**EXERCISE OBJECTIVE**
The records are to be repeated in full. Every line must match.
######
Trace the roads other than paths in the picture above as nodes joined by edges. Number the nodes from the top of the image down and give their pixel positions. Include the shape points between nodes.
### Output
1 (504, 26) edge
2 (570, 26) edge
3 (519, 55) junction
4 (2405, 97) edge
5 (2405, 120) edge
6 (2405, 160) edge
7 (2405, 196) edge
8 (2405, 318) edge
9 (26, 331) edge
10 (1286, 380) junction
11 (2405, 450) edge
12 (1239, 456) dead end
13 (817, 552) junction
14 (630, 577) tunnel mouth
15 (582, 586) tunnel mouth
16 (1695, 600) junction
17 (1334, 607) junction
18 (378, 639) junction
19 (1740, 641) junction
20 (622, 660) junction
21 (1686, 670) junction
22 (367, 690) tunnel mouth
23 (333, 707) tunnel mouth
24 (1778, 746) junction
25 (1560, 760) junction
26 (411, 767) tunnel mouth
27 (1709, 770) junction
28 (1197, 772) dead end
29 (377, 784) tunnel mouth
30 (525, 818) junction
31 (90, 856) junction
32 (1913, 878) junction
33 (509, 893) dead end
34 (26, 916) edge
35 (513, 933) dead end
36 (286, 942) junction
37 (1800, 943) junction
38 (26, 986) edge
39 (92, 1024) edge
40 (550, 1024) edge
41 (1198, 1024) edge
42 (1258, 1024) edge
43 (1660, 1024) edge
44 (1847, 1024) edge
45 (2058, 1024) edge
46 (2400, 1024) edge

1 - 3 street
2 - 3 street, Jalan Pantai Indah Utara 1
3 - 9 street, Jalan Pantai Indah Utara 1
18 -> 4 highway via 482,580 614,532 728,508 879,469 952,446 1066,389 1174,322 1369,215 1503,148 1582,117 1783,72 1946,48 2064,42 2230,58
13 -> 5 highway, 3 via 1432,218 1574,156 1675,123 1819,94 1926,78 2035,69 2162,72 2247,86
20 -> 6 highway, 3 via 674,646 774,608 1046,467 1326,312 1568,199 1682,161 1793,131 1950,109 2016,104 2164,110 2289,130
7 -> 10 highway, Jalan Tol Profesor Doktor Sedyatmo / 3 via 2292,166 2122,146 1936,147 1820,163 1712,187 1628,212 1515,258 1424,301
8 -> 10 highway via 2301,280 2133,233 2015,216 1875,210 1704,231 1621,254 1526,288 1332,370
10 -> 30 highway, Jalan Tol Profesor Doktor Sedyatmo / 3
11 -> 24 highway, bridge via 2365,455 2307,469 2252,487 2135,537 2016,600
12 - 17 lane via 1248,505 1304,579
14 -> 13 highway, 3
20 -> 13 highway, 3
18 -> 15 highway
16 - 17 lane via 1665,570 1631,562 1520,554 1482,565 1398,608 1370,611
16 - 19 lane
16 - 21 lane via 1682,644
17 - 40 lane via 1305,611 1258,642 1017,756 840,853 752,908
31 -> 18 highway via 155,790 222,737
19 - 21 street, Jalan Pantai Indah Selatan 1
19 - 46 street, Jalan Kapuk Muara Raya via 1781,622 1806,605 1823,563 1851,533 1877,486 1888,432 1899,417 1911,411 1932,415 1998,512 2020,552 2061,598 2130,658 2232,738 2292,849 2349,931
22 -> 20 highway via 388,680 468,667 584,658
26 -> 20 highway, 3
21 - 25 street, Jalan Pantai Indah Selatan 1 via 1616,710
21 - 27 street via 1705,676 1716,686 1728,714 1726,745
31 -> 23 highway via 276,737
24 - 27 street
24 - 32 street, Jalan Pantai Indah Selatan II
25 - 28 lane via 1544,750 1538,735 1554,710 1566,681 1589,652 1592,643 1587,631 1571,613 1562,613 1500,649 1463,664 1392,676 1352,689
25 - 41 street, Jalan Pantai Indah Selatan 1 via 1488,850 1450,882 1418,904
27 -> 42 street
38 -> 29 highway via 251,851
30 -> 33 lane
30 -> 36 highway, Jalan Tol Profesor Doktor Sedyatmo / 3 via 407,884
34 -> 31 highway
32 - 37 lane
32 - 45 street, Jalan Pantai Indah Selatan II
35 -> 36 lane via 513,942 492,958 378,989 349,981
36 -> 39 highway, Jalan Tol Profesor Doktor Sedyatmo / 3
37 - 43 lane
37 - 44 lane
######
**REPLY**
Trace the roads other than paths in the picture above as nodes joined by edges. Number the nodes from the top of the image down and give their pixel positions. Include the shape points between nodes.
### Output
1 (504, 26) edge
2 (570, 26) edge
3 (519, 55) junction
4 (2405, 97) edge
5 (2405, 120) edge
6 (2405, 160) edge
7 (2405, 196) edge
8 (2405, 318) edge
9 (26, 331) edge
10 (1286, 380) junction
11 (2405, 450) edge
12 (1239, 456) dead end
13 (817, 552) junction
14 (630, 577) tunnel mouth
15 (582, 586) tunnel mouth
16 (1695, 600) junction
17 (1334, 607) junction
18 (378, 639) junction
19 (1740, 641) junction
20 (622, 660) junction
21 (1686, 670) junction
22 (367, 690) tunnel mouth
23 (333, 707) tunnel mouth
24 (1778, 746) junction
25 (1560, 760) junction
26 (411, 767) tunnel mouth
27 (1709, 770) junction
28 (1197, 772) dead end
29 (377, 784) tunnel mouth
30 (525, 818) junction
31 (90, 856) junction
32 (1913, 878) junction
33 (509, 893) dead end
34 (26, 916) edge
35 (513, 933) dead end
36 (286, 942) junction
37 (1800, 943) junction
38 (26, 986) edge
39 (92, 1024) edge
40 (550, 1024) edge
41 (1198, 1024) edge
42 (1258, 1024) edge
43 (1660, 1024) edge
44 (1847, 1024) edge
45 (2058, 1024) edge
46 (2400, 1024) edge

1 - 3 street
2 - 3 street, Jalan Pantai Indah Utara 1
3 - 9 street, Jalan Pantai Indah Utara 1
18 -> 4 highway via 482,580 614,532 728,508 879,469 952,446 1066,389 1174,322 1369,215 1503,148 1582,117 1783,72 1946,48 2064,42 2230,58
13 -> 5 highway, 3 via 1432,218 1574,156 1675,123 1819,94 1926,78 2035,69 2162,72 2247,86
20 -> 6 highway, 3 via 674,646 774,608 1046,467 1326,312 1568,199 1682,161 1793,131 1950,109 2016,104 2164,110 2289,130
7 -> 10 highway, Jalan Tol Profesor Doktor Sedyatmo / 3 via 2292,166 2122,146 1936,147 1820,163 1712,187 1628,212 1515,258 1424,301
8 -> 10 highway via 2301,280 2133,233 2015,216 1875,210 1704,231 1621,254 1526,288 1332,370
10 -> 30 highway, Jalan Tol Profesor Doktor Sedyatmo / 3
11 -> 24 highway, bridge via 2365,455 2307,469 2252,487 2135,537 2016,600
12 - 17 lane via 1248,505 1304,579
14 -> 13 highway, 3
20 -> 13 highway, 3
18 -> 15 highway
16 - 17 lane via 1665,570 1631,562 1520,554 1482,565 1398,608 1370,611
16 - 19 lane
16 - 21 lane via 1682,644
17 - 40 lane via 1305,611 1258,642 1017,756 840,853 752,908
31 -> 18 highway via 155,790 222,737
19 - 21 street, Jalan Pantai Indah Selatan 1
19 - 46 street, Jalan Kapuk Muara Raya via 1781,622 1806,605 1823,563 1851,533 1877,486 1888,432 1899,417 1911,411 1932,415 1998,512 2020,552 2061,598 2130,658 2232,738 2292,849 2349,931
22 -> 20 highway via 388,680 468,667 584,658
26 -> 20 highway, 3
21 - 25 street, Jalan Pantai Indah Selatan 1 via 1616,710
21 - 27 street via 1705,676 1716,686 1728,714 1726,745
31 -> 23 highway via 276,737
24 - 27 street
24 - 32 street, Jalan Pantai Indah Selatan II
25 - 28 lane via 1544,750 1538,735 1554,710 1566,681 1589,652 1592,643 1587,631 1571,613 1562,613 1500,649 1463,664 1392,676 1352,689
25 - 41 street, Jalan Pantai Indah Selatan 1 via 1488,850 1450,882 1418,904
27 -> 42 street
38 -> 29 highway via 251,851
30 -> 33 lane
30 -> 36 highway, Jalan Tol Profesor Doktor Sedyatmo / 3 via 407,884
34 -> 31 highway
32 - 37 lane
32 - 45 street, Jalan Pantai Indah Selatan II
35 -> 36 lane via 513,942 492,958 378,989 349,981
36 -> 39 highway, Jalan Tol Profesor Doktor Sedyatmo / 3
37 - 43 lane
37 - 44 lane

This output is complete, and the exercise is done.